Search the data for "dict". Each line containing it is to be copied.

## [GIVEN ENTRIES]

- - - - -

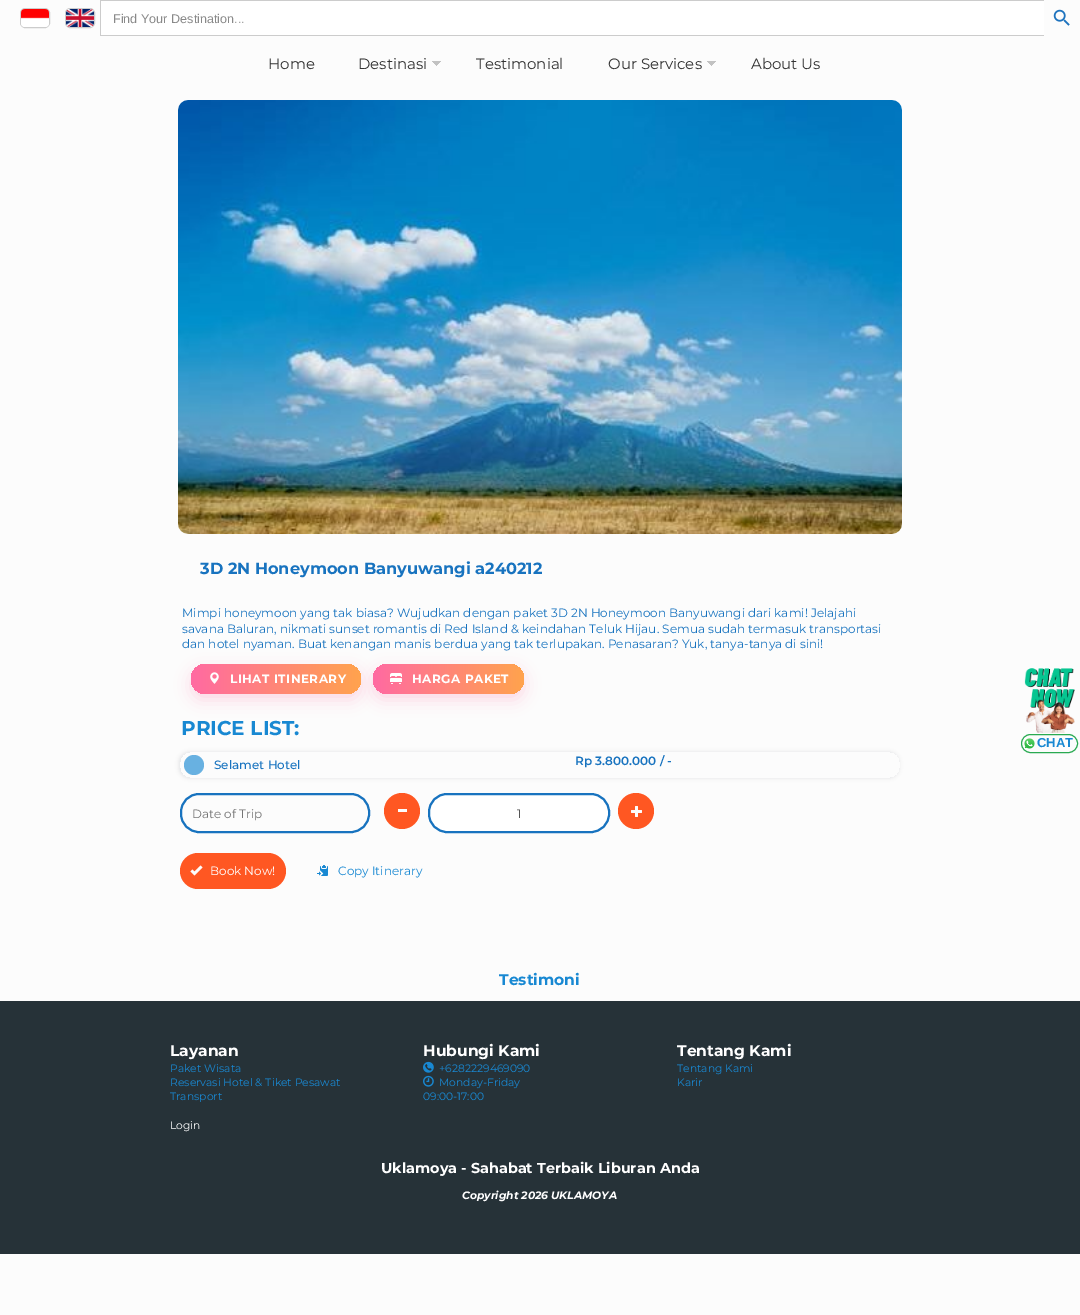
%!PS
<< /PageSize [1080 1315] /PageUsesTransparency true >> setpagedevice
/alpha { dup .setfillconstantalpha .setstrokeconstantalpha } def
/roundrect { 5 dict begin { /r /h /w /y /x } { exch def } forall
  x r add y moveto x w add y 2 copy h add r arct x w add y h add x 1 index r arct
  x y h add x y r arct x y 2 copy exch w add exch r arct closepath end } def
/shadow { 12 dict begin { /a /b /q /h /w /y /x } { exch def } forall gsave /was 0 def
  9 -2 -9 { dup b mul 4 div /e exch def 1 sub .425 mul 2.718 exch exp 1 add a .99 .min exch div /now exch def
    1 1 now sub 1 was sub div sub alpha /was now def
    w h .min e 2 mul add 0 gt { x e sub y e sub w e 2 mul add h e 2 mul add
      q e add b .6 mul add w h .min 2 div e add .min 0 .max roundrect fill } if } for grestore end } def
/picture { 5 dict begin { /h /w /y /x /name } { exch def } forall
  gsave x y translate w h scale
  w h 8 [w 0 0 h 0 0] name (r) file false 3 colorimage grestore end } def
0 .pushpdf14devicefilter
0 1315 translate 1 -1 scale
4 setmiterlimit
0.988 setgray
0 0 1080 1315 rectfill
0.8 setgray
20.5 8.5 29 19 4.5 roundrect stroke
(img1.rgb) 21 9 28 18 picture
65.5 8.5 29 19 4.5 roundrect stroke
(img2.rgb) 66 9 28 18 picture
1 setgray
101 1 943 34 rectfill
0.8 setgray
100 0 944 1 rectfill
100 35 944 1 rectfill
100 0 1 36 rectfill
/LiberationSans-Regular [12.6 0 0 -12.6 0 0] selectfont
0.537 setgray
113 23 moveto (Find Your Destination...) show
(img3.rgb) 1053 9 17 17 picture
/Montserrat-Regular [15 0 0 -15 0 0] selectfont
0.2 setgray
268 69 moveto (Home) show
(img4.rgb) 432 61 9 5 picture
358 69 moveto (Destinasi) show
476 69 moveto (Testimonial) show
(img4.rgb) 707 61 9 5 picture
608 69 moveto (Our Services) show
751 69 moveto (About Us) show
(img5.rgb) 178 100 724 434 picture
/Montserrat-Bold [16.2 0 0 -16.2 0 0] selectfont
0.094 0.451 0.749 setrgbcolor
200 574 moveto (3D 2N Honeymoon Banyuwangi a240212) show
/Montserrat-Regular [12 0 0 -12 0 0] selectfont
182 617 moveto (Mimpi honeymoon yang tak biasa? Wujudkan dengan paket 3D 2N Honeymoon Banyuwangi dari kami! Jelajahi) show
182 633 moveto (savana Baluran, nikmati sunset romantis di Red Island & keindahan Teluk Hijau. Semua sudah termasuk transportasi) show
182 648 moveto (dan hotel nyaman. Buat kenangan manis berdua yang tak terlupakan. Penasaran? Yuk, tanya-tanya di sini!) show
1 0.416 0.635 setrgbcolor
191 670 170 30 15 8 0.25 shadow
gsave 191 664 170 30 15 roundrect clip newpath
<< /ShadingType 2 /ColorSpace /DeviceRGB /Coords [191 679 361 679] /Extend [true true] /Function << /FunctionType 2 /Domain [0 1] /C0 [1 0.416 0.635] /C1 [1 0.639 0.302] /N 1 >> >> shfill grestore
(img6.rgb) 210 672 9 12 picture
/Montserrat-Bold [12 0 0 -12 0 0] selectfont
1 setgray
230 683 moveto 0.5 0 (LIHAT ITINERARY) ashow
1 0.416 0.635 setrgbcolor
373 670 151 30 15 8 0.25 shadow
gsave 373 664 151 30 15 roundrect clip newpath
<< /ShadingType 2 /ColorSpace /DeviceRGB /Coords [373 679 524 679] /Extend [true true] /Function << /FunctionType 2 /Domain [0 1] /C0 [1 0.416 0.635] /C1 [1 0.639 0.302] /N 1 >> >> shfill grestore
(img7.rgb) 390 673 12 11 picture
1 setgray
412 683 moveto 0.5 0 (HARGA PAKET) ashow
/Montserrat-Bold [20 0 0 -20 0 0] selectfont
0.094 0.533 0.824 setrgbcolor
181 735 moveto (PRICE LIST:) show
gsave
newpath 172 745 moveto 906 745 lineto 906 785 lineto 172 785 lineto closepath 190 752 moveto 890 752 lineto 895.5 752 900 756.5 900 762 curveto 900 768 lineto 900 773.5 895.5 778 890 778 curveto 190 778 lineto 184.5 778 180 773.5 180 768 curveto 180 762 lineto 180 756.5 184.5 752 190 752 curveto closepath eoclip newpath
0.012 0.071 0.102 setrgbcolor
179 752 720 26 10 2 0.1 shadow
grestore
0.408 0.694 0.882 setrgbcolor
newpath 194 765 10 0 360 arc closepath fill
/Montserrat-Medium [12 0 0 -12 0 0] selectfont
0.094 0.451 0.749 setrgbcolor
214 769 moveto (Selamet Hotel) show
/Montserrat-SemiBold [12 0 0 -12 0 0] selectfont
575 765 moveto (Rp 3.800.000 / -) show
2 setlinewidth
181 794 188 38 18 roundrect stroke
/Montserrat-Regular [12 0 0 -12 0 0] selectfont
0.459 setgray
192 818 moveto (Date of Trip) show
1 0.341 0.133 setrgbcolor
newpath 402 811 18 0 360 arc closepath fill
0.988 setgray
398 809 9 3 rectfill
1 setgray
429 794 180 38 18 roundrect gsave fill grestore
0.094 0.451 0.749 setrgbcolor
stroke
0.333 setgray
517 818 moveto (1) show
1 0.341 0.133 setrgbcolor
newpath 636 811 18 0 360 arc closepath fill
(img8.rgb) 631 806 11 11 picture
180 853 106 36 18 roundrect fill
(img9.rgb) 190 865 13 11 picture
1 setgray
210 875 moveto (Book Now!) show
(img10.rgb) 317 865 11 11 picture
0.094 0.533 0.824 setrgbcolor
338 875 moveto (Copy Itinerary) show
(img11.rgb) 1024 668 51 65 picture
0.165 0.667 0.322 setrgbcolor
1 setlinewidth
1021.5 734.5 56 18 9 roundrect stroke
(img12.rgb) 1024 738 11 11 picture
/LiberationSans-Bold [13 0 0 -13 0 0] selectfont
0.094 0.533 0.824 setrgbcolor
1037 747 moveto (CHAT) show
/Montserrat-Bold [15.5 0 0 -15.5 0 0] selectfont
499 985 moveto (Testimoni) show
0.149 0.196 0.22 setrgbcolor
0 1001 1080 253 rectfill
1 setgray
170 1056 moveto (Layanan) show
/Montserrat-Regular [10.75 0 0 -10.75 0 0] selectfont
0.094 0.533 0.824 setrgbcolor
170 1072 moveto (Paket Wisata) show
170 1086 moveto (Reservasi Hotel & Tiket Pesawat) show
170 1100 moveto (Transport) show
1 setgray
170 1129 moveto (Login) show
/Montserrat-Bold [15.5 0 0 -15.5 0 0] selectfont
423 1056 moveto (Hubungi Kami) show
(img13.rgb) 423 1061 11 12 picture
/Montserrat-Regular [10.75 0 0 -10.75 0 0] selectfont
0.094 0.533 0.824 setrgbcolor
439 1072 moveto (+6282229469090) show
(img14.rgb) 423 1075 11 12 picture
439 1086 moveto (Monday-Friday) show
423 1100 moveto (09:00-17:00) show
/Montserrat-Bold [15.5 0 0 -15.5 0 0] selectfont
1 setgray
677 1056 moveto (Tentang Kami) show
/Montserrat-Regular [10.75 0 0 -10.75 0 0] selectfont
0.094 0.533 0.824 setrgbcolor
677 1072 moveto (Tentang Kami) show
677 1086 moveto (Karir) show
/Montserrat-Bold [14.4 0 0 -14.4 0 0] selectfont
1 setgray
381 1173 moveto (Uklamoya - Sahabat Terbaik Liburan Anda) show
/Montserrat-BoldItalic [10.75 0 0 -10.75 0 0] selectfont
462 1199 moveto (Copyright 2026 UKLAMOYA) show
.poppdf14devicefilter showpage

- - - - -

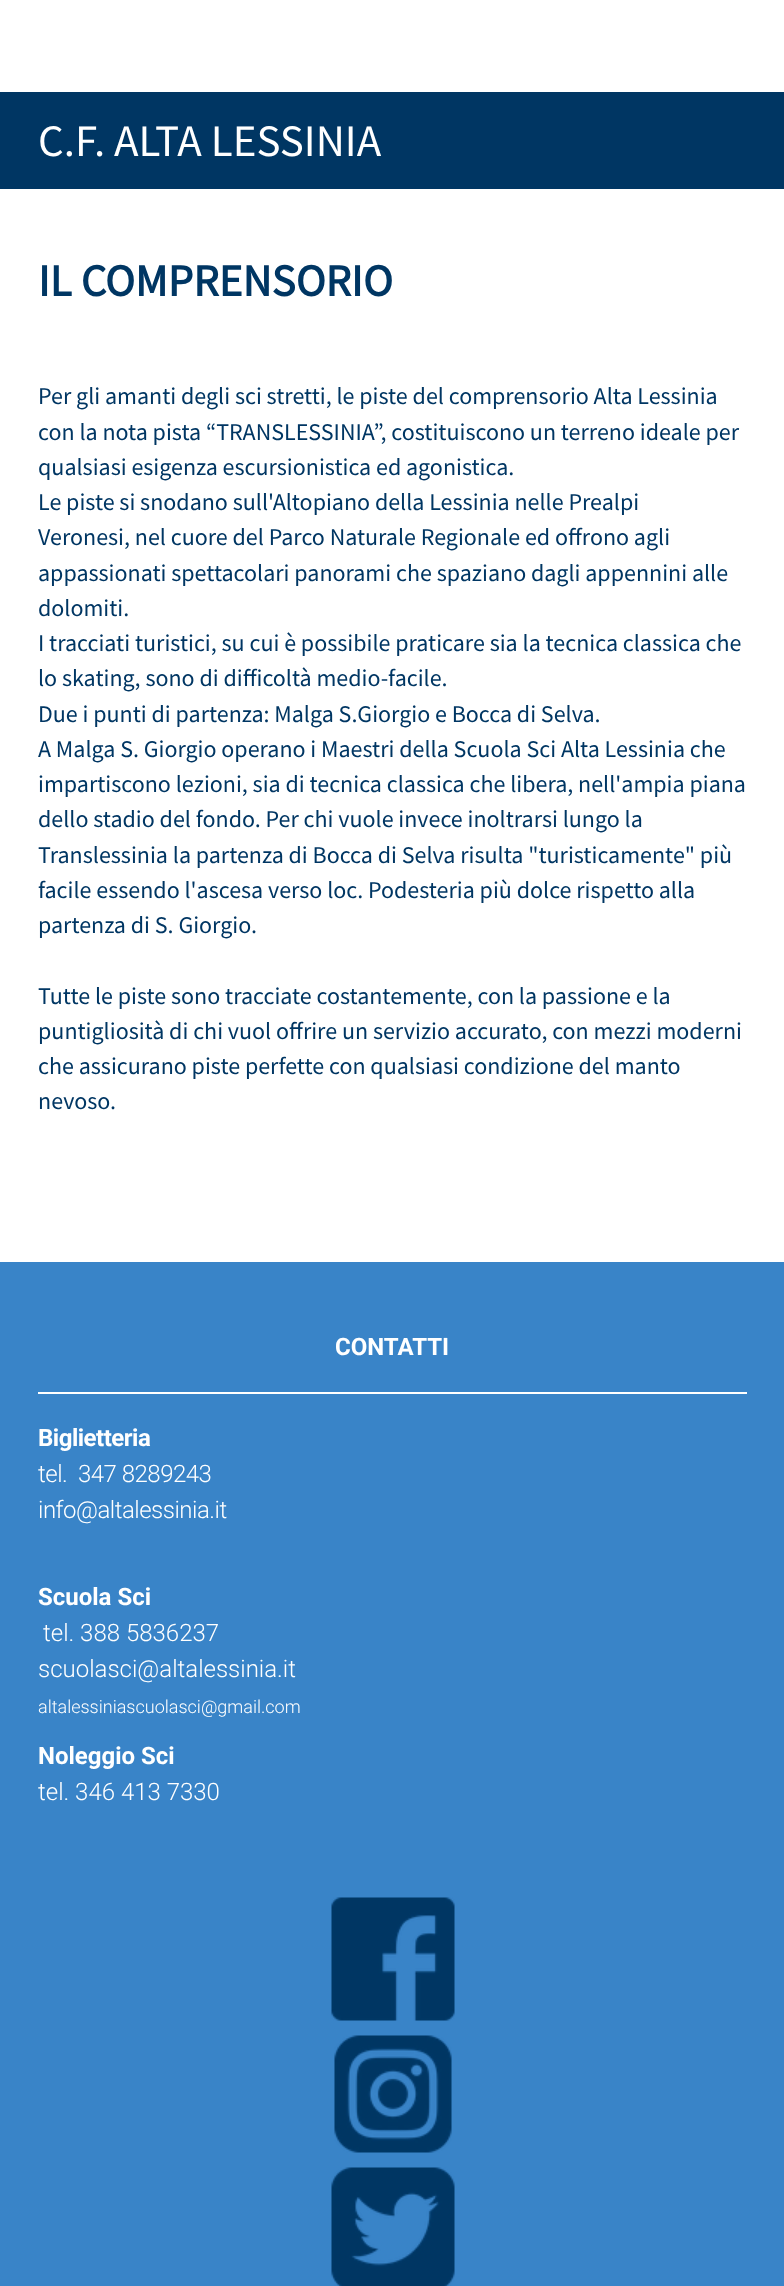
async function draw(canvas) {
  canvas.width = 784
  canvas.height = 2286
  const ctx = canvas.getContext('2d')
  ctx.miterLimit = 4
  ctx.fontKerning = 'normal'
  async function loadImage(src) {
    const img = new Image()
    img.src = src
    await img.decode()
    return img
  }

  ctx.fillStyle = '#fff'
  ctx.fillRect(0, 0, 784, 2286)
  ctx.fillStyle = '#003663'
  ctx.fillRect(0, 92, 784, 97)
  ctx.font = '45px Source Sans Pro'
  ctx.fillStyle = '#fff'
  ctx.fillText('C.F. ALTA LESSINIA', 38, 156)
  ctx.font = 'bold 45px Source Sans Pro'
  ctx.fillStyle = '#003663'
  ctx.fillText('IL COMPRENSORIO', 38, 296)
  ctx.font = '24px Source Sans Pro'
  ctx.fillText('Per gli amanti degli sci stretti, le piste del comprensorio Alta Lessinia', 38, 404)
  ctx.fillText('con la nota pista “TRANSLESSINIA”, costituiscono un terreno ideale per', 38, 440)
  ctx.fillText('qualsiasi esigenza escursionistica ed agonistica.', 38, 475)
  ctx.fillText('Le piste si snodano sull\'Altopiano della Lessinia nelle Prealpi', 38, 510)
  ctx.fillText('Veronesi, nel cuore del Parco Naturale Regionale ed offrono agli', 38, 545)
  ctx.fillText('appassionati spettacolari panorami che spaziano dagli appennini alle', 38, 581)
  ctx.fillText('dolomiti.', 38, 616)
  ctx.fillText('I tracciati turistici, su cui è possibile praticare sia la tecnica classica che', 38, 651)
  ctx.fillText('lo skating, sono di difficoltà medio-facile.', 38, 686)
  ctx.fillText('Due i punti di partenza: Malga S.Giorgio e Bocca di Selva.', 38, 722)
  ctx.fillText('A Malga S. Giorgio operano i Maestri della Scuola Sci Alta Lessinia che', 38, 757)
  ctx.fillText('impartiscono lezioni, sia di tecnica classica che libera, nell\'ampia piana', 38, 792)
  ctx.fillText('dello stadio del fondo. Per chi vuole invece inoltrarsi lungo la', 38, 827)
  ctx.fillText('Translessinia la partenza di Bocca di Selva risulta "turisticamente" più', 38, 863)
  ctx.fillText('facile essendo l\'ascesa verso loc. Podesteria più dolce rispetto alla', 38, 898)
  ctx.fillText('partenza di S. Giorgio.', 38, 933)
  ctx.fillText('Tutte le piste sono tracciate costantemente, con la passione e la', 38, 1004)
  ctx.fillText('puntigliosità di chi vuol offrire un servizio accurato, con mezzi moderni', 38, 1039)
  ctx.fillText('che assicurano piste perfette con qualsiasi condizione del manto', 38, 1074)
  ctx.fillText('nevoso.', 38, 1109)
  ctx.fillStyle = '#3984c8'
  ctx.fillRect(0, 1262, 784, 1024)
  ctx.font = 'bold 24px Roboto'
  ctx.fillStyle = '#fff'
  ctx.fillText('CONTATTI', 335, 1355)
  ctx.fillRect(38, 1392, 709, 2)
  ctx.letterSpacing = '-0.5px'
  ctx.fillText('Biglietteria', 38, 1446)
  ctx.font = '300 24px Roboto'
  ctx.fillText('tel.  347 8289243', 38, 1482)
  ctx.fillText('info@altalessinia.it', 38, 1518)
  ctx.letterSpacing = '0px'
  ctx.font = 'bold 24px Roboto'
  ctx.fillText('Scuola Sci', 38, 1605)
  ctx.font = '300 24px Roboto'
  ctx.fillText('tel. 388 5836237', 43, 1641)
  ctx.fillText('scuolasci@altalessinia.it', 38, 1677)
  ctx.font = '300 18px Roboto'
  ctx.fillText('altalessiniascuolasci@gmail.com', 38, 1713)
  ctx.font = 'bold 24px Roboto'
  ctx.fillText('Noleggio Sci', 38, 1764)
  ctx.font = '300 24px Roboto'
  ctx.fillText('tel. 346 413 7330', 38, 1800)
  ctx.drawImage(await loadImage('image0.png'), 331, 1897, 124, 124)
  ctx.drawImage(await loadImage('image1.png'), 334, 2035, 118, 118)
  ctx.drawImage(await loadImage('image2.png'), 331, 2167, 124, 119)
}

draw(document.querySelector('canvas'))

- - - - -

## [ANSWER SECTION]
/roundrect { 5 dict begin { /r /h /w /y /x } { exch def } forall
/shadow { 12 dict begin { /a /b /q /h /w /y /x } { exch def } forall gsave /was 0 def
/picture { 5 dict begin { /h /w /y /x /name } { exch def } forall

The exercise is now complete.